:: Problem requirements ::
Omit every picture, then return the listing verbatim.

======

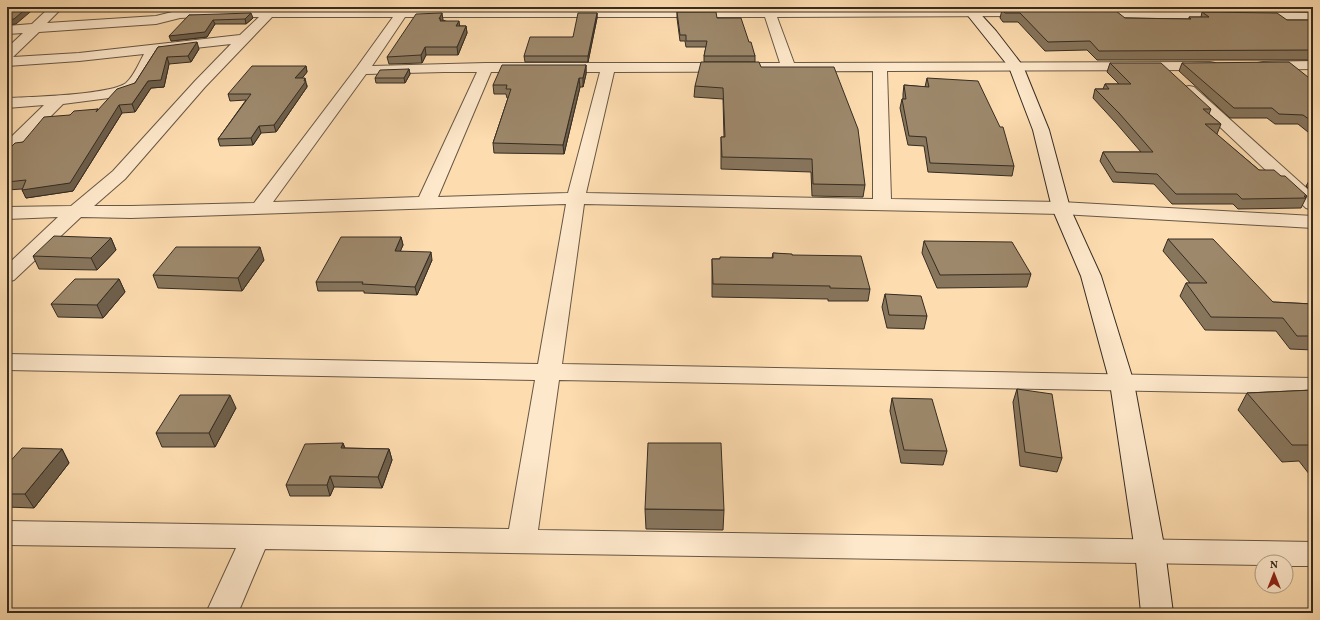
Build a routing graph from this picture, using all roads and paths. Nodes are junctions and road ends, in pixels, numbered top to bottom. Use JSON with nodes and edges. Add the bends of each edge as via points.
{"nodes":[{"id":1,"x":57,"y":7,"type":"edge"},
{"id":2,"x":273,"y":9,"type":"edge"},
{"id":3,"x":638,"y":10,"type":"edge"},
{"id":4,"x":769,"y":10,"type":"edge"},
{"id":5,"x":970,"y":10,"type":"edge"},
{"id":6,"x":402,"y":12,"type":"junction"},
{"id":7,"x":1044,"y":13,"type":"edge"},
{"id":8,"x":1075,"y":14,"type":"edge"},
{"id":9,"x":1313,"y":17,"type":"edge"},
{"id":10,"x":36,"y":28,"type":"junction"},
{"id":11,"x":7,"y":30,"type":"edge"},
{"id":12,"x":244,"y":39,"type":"junction"},
{"id":13,"x":154,"y":49,"type":"junction"},
{"id":14,"x":7,"y":56,"type":"edge"},
{"id":15,"x":7,"y":62,"type":"edge"},
{"id":16,"x":1313,"y":65,"type":"edge"},
{"id":17,"x":880,"y":66,"type":"junction"},
{"id":18,"x":1016,"y":66,"type":"junction"},
{"id":19,"x":1163,"y":66,"type":"junction"},
{"id":20,"x":1225,"y":66,"type":"edge"},
{"id":21,"x":1248,"y":66,"type":"edge"},
{"id":22,"x":1294,"y":66,"type":"junction"},
{"id":23,"x":608,"y":67,"type":"junction"},
{"id":24,"x":788,"y":67,"type":"junction"},
{"id":25,"x":486,"y":68,"type":"junction"},
{"id":26,"x":362,"y":70,"type":"junction"},
{"id":27,"x":1313,"y":78,"type":"edge"},
{"id":28,"x":58,"y":100,"type":"junction"},
{"id":29,"x":7,"y":103,"type":"edge"},
{"id":30,"x":7,"y":150,"type":"edge"},
{"id":31,"x":576,"y":198,"type":"junction"},
{"id":32,"x":426,"y":203,"type":"junction"},
{"id":33,"x":882,"y":204,"type":"junction"},
{"id":34,"x":1313,"y":204,"type":"edge"},
{"id":35,"x":259,"y":208,"type":"junction"},
{"id":36,"x":1061,"y":208,"type":"junction"},
{"id":37,"x":76,"y":211,"type":"junction"},
{"id":38,"x":7,"y":213,"type":"edge"},
{"id":39,"x":1313,"y":222,"type":"edge"},
{"id":40,"x":7,"y":276,"type":"edge"},
{"id":41,"x":7,"y":362,"type":"edge"},
{"id":42,"x":548,"y":373,"type":"junction"},
{"id":43,"x":1122,"y":383,"type":"junction"},
{"id":44,"x":1313,"y":386,"type":"edge"},
{"id":45,"x":7,"y":532,"type":"edge"},
{"id":46,"x":256,"y":536,"type":"junction"},
{"id":47,"x":522,"y":541,"type":"junction"},
{"id":48,"x":1150,"y":551,"type":"junction"},
{"id":49,"x":1313,"y":554,"type":"edge"},
{"id":50,"x":222,"y":613,"type":"edge"},
{"id":51,"x":1157,"y":613,"type":"edge"}],
"edges":[{"from":1,"to":10,"type":"street"},
{"from":2,"to":6,"type":"street"},
{"from":2,"to":10,"type":"street","via":[[180,14],[156,20]]},
{"from":2,"to":12,"type":"street"},
{"from":3,"to":4,"type":"street"},
{"from":3,"to":6,"type":"street"},
{"from":4,"to":5,"type":"street"},
{"from":4,"to":24,"type":"street"},
{"from":5,"to":7,"type":"street"},
{"from":5,"to":18,"type":"street"},
{"from":6,"to":26,"type":"street"},
{"from":8,"to":9,"type":"street"},
{"from":10,"to":11,"type":"street"},
{"from":10,"to":14,"type":"street"},
{"from":12,"to":13,"type":"street"},
{"from":12,"to":37,"type":"street","via":[[119,175]]},
{"from":13,"to":15,"type":"street"},
{"from":13,"to":28,"type":"street","via":[[131,86],[110,94]]},
{"from":16,"to":22,"type":"street"},
{"from":17,"to":18,"type":"street"},
{"from":17,"to":24,"type":"street"},
{"from":17,"to":33,"type":"street"},
{"from":18,"to":19,"type":"street"},
{"from":18,"to":36,"type":"street","via":[[1041,130]]},
{"from":19,"to":20,"type":"street"},
{"from":19,"to":34,"type":"street"},
{"from":21,"to":22,"type":"street"},
{"from":22,"to":27,"type":"street"},
{"from":23,"to":24,"type":"street"},
{"from":23,"to":25,"type":"street"},
{"from":23,"to":31,"type":"street"},
{"from":25,"to":26,"type":"street"},
{"from":25,"to":32,"type":"street"},
{"from":26,"to":35,"type":"street"},
{"from":28,"to":29,"type":"street"},
{"from":28,"to":30,"type":"street"},
{"from":31,"to":32,"type":"street"},
{"from":31,"to":33,"type":"street"},
{"from":31,"to":42,"type":"street"},
{"from":32,"to":35,"type":"street"},
{"from":33,"to":36,"type":"street"},
{"from":35,"to":37,"type":"street"},
{"from":36,"to":39,"type":"street"},
{"from":36,"to":43,"type":"street","via":[[1091,276]]},
{"from":37,"to":38,"type":"street"},
{"from":37,"to":40,"type":"street"},
{"from":41,"to":42,"type":"street"},
{"from":42,"to":43,"type":"street"},
{"from":42,"to":47,"type":"street"},
{"from":43,"to":44,"type":"street"},
{"from":43,"to":48,"type":"street"},
{"from":45,"to":46,"type":"street"},
{"from":46,"to":47,"type":"street"},
{"from":46,"to":50,"type":"street"},
{"from":47,"to":48,"type":"street"},
{"from":48,"to":49,"type":"street"},
{"from":48,"to":51,"type":"street"}]}
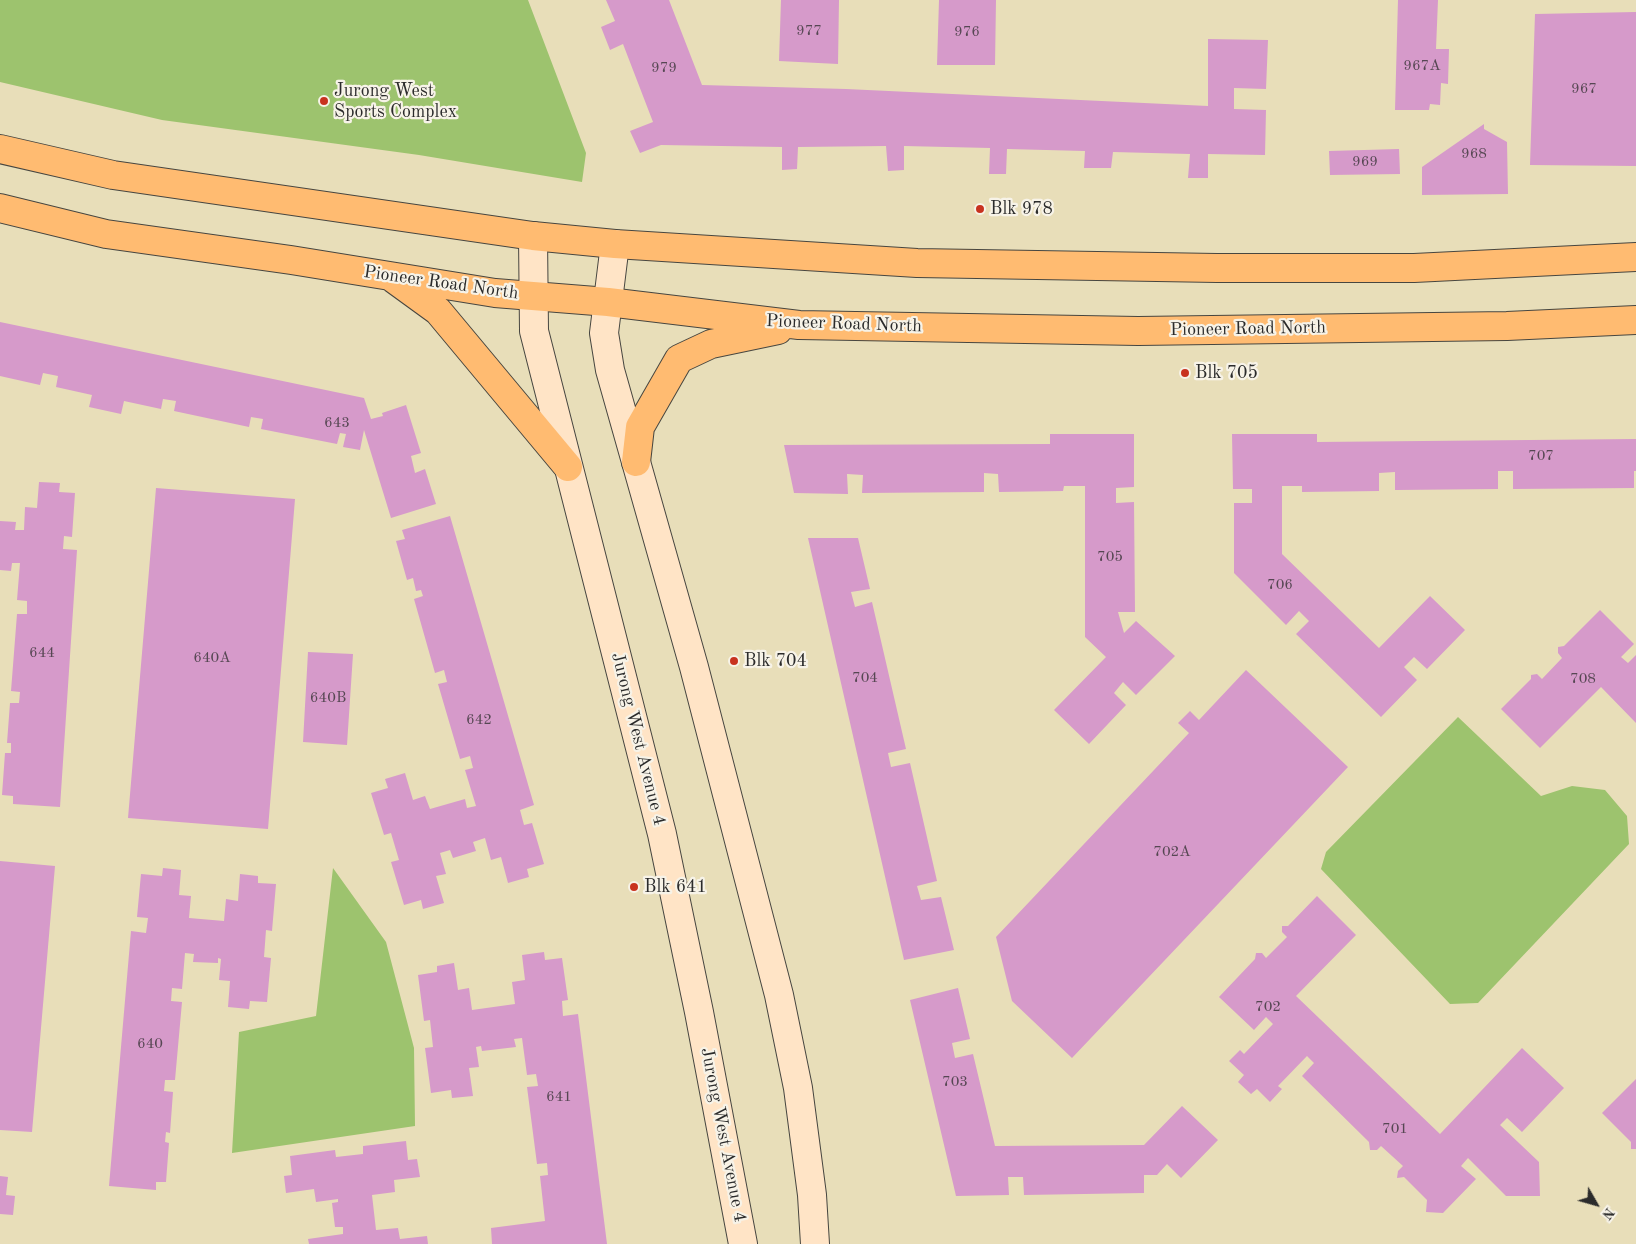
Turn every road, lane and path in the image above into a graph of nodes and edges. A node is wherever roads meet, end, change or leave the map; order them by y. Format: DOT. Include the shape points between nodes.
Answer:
graph roads {
  1 [pos="0,149"];
  2 [pos="0,208"];
  3 [pos="533,236"];
  4 [pos="615,244"];
  5 [pos="1636,257"];
  6 [pos="391,276"];
  7 [pos="534,296"];
  8 [pos="608,302"];
  9 [pos="1636,320"];
  10 [pos="799,325"];
  11 [pos="636,462"];
  12 [pos="568,467"];
  13 [pos="812,1195"];
  14 [pos="743,1244"];
  15 [pos="815,1244"];
  16 [pos="835,1244"];
  1 -- 3 [label="main road" via="113,174"];
  2 -- 6 [label="main road, Pioneer Road North" via="106,234"];
  3 -- 4 [label="main road"];
  3 -- 7 [label="main road, Jurong West Avenue 4"];
  4 -- 5 [label="main road" via="918,263 1207,268 1414,268"];
  4 -- 8 [label="main road"];
  6 -- 7 [label="main road, Pioneer Road North"];
  6 -- 12 [label="main road" via="438,311"];
  7 -- 8 [label="main road, Pioneer Road North"];
  7 -- 12 [label="main road, Jurong West Avenue 4" via="534,331"];
  8 -- 10 [label="main road, Pioneer Road North"];
  8 -- 11 [label="main road" via="604,333 610,370"];
  9 -- 10 [label="main road, Pioneer Road North" via="1507,326 1138,331"];
  10 -- 11 [label="main road" via="711,344 679,359 640,427"];
  11 -- 13 [label="main road" via="689,648 779,995 798,1088"];
  12 -- 14 [label="main road, Jurong West Avenue 4" via="662,834"];
  13 -- 15 [label="main road"];
  13 -- 16 [label="main road"];
}
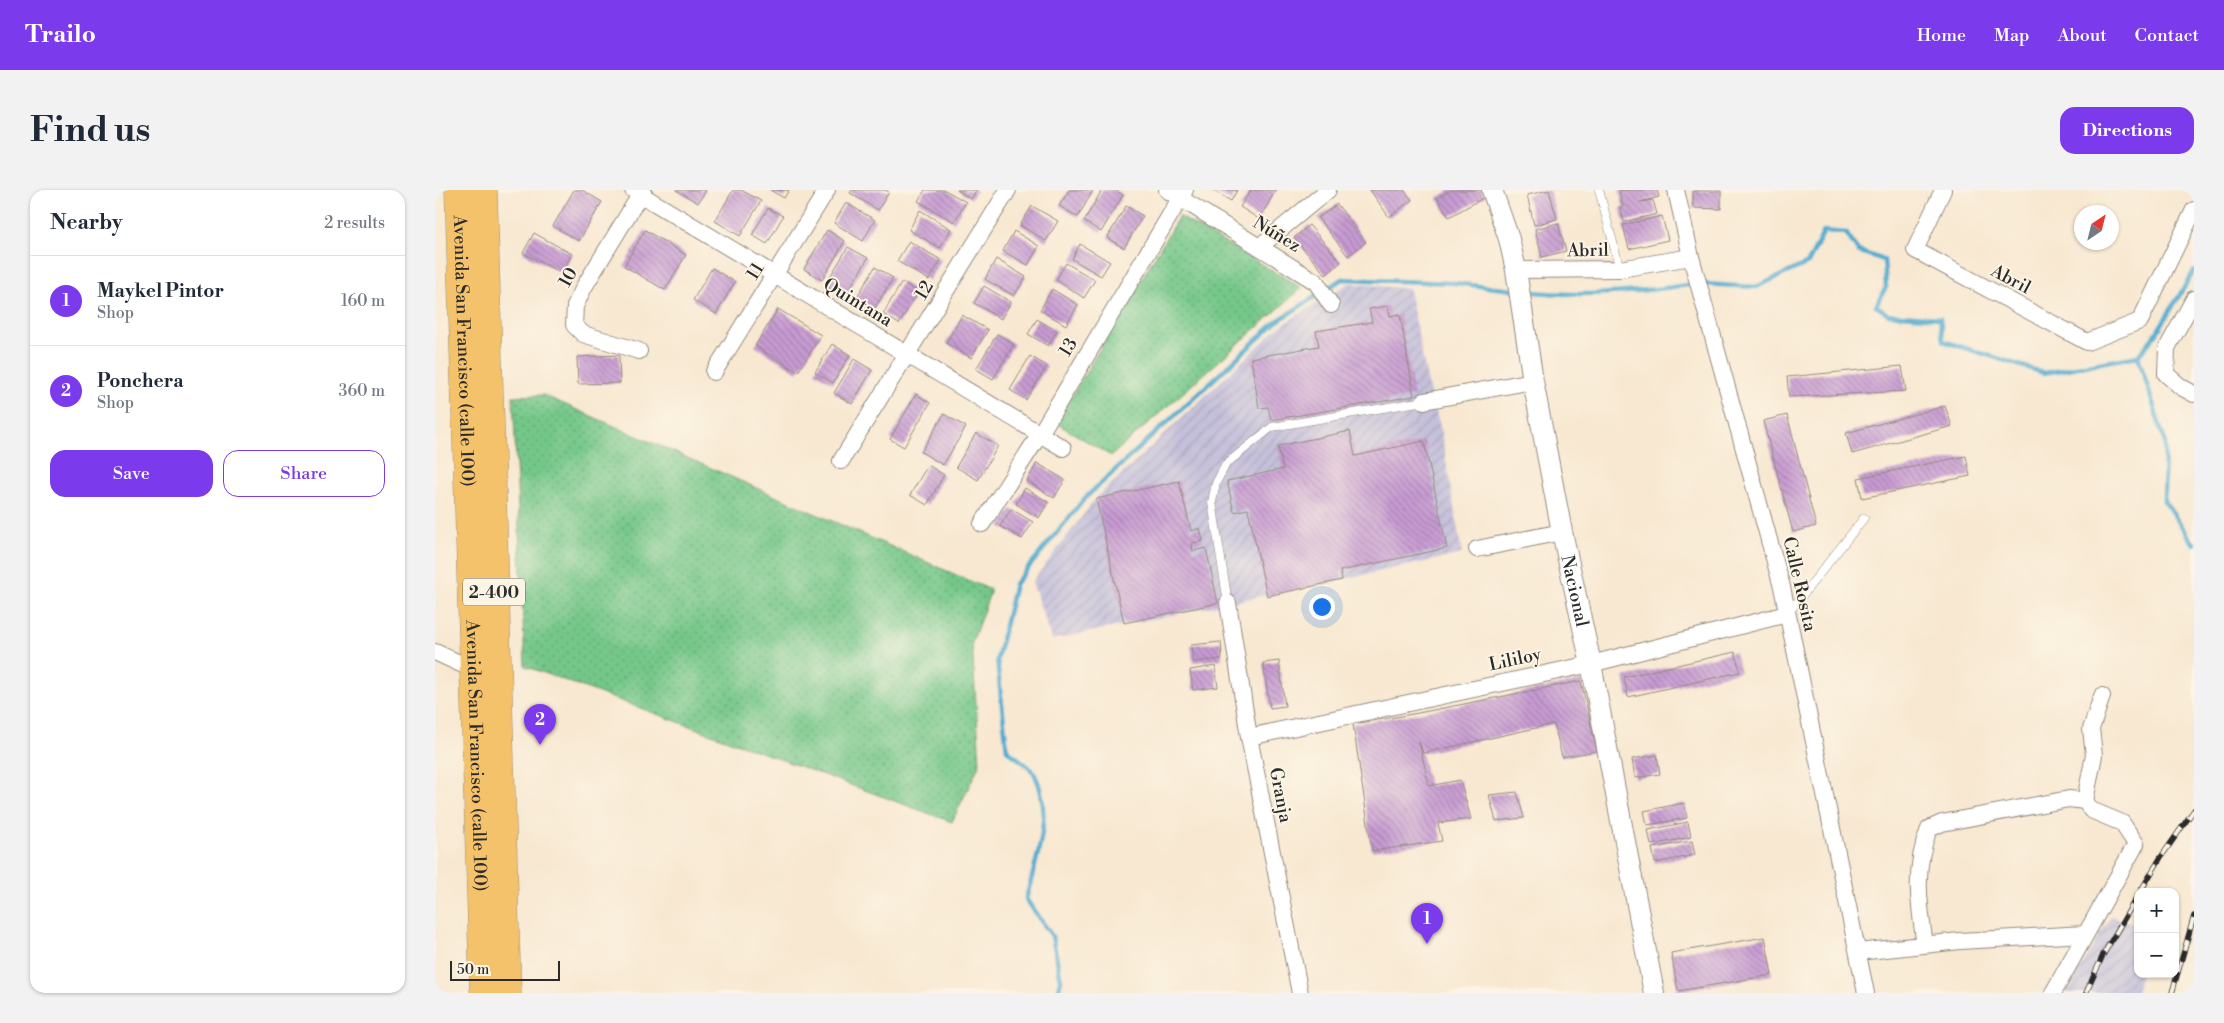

======

:: Reply ::
Build a routing graph from this picture, using all roads and paths. Nodes are junctions and road ends, in pixels, numbered top to bottom. Use JSON with nodes and edges. Add the bends of each edge as via points.
{"nodes":[{"id":1,"x":57,"y":7,"type":"edge"},
{"id":2,"x":273,"y":9,"type":"edge"},
{"id":3,"x":638,"y":10,"type":"edge"},
{"id":4,"x":769,"y":10,"type":"edge"},
{"id":5,"x":970,"y":10,"type":"edge"},
{"id":6,"x":402,"y":12,"type":"junction"},
{"id":7,"x":1044,"y":13,"type":"edge"},
{"id":8,"x":1075,"y":14,"type":"edge"},
{"id":9,"x":1313,"y":17,"type":"edge"},
{"id":10,"x":36,"y":28,"type":"junction"},
{"id":11,"x":7,"y":30,"type":"edge"},
{"id":12,"x":244,"y":39,"type":"junction"},
{"id":13,"x":154,"y":49,"type":"junction"},
{"id":14,"x":7,"y":56,"type":"edge"},
{"id":15,"x":7,"y":62,"type":"edge"},
{"id":16,"x":1313,"y":65,"type":"edge"},
{"id":17,"x":880,"y":66,"type":"junction"},
{"id":18,"x":1016,"y":66,"type":"junction"},
{"id":19,"x":1163,"y":66,"type":"junction"},
{"id":20,"x":1225,"y":66,"type":"edge"},
{"id":21,"x":1248,"y":66,"type":"edge"},
{"id":22,"x":1294,"y":66,"type":"junction"},
{"id":23,"x":608,"y":67,"type":"junction"},
{"id":24,"x":788,"y":67,"type":"junction"},
{"id":25,"x":486,"y":68,"type":"junction"},
{"id":26,"x":362,"y":70,"type":"junction"},
{"id":27,"x":1313,"y":78,"type":"edge"},
{"id":28,"x":58,"y":100,"type":"junction"},
{"id":29,"x":7,"y":103,"type":"edge"},
{"id":30,"x":7,"y":150,"type":"edge"},
{"id":31,"x":576,"y":198,"type":"junction"},
{"id":32,"x":426,"y":203,"type":"junction"},
{"id":33,"x":882,"y":204,"type":"junction"},
{"id":34,"x":1313,"y":204,"type":"edge"},
{"id":35,"x":259,"y":208,"type":"junction"},
{"id":36,"x":1061,"y":208,"type":"junction"},
{"id":37,"x":76,"y":211,"type":"junction"},
{"id":38,"x":7,"y":213,"type":"edge"},
{"id":39,"x":1313,"y":222,"type":"edge"},
{"id":40,"x":7,"y":276,"type":"edge"},
{"id":41,"x":7,"y":362,"type":"edge"},
{"id":42,"x":548,"y":373,"type":"junction"},
{"id":43,"x":1122,"y":383,"type":"junction"},
{"id":44,"x":1313,"y":386,"type":"edge"},
{"id":45,"x":7,"y":532,"type":"edge"},
{"id":46,"x":256,"y":536,"type":"junction"},
{"id":47,"x":522,"y":541,"type":"junction"},
{"id":48,"x":1150,"y":551,"type":"junction"},
{"id":49,"x":1313,"y":554,"type":"edge"},
{"id":50,"x":222,"y":613,"type":"edge"},
{"id":51,"x":1157,"y":613,"type":"edge"}],
"edges":[{"from":1,"to":10,"type":"street"},
{"from":2,"to":6,"type":"street"},
{"from":2,"to":10,"type":"street","via":[[180,14],[156,20]]},
{"from":2,"to":12,"type":"street"},
{"from":3,"to":4,"type":"street"},
{"from":3,"to":6,"type":"street"},
{"from":4,"to":5,"type":"street"},
{"from":4,"to":24,"type":"street"},
{"from":5,"to":7,"type":"street"},
{"from":5,"to":18,"type":"street"},
{"from":6,"to":26,"type":"street"},
{"from":8,"to":9,"type":"street"},
{"from":10,"to":11,"type":"street"},
{"from":10,"to":14,"type":"street"},
{"from":12,"to":13,"type":"street"},
{"from":12,"to":37,"type":"street","via":[[119,175]]},
{"from":13,"to":15,"type":"street"},
{"from":13,"to":28,"type":"street","via":[[131,86],[110,94]]},
{"from":16,"to":22,"type":"street"},
{"from":17,"to":18,"type":"street"},
{"from":17,"to":24,"type":"street"},
{"from":17,"to":33,"type":"street"},
{"from":18,"to":19,"type":"street"},
{"from":18,"to":36,"type":"street","via":[[1041,130]]},
{"from":19,"to":20,"type":"street"},
{"from":19,"to":34,"type":"street"},
{"from":21,"to":22,"type":"street"},
{"from":22,"to":27,"type":"street"},
{"from":23,"to":24,"type":"street"},
{"from":23,"to":25,"type":"street"},
{"from":23,"to":31,"type":"street"},
{"from":25,"to":26,"type":"street"},
{"from":25,"to":32,"type":"street"},
{"from":26,"to":35,"type":"street"},
{"from":28,"to":29,"type":"street"},
{"from":28,"to":30,"type":"street"},
{"from":31,"to":32,"type":"street"},
{"from":31,"to":33,"type":"street"},
{"from":31,"to":42,"type":"street"},
{"from":32,"to":35,"type":"street"},
{"from":33,"to":36,"type":"street"},
{"from":35,"to":37,"type":"street"},
{"from":36,"to":39,"type":"street"},
{"from":36,"to":43,"type":"street","via":[[1091,276]]},
{"from":37,"to":38,"type":"street"},
{"from":37,"to":40,"type":"street"},
{"from":41,"to":42,"type":"street"},
{"from":42,"to":43,"type":"street"},
{"from":42,"to":47,"type":"street"},
{"from":43,"to":44,"type":"street"},
{"from":43,"to":48,"type":"street"},
{"from":45,"to":46,"type":"street"},
{"from":46,"to":47,"type":"street"},
{"from":46,"to":50,"type":"street"},
{"from":47,"to":48,"type":"street"},
{"from":48,"to":49,"type":"street"},
{"from":48,"to":51,"type":"street"}]}
Turn every road, lane and path in the image above into a graph of nodes and edges. A node is wherever roads meet, end, change or leave the map; order them by y. Format: DOT. Include the shape points between nodes.
Answer:
graph roads {
  1 [pos="0,149"];
  2 [pos="0,208"];
  3 [pos="533,236"];
  4 [pos="615,244"];
  5 [pos="1636,257"];
  6 [pos="391,276"];
  7 [pos="534,296"];
  8 [pos="608,302"];
  9 [pos="1636,320"];
  10 [pos="799,325"];
  11 [pos="636,462"];
  12 [pos="568,467"];
  13 [pos="812,1195"];
  14 [pos="743,1244"];
  15 [pos="815,1244"];
  16 [pos="835,1244"];
  1 -- 3 [label="main road" via="113,174"];
  2 -- 6 [label="main road, Pioneer Road North" via="106,234"];
  3 -- 4 [label="main road"];
  3 -- 7 [label="main road, Jurong West Avenue 4"];
  4 -- 5 [label="main road" via="918,263 1207,268 1414,268"];
  4 -- 8 [label="main road"];
  6 -- 7 [label="main road, Pioneer Road North"];
  6 -- 12 [label="main road" via="438,311"];
  7 -- 8 [label="main road, Pioneer Road North"];
  7 -- 12 [label="main road, Jurong West Avenue 4" via="534,331"];
  8 -- 10 [label="main road, Pioneer Road North"];
  8 -- 11 [label="main road" via="604,333 610,370"];
  9 -- 10 [label="main road, Pioneer Road North" via="1507,326 1138,331"];
  10 -- 11 [label="main road" via="711,344 679,359 640,427"];
  11 -- 13 [label="main road" via="689,648 779,995 798,1088"];
  12 -- 14 [label="main road, Jurong West Avenue 4" via="662,834"];
  13 -- 15 [label="main road"];
  13 -- 16 [label="main road"];
}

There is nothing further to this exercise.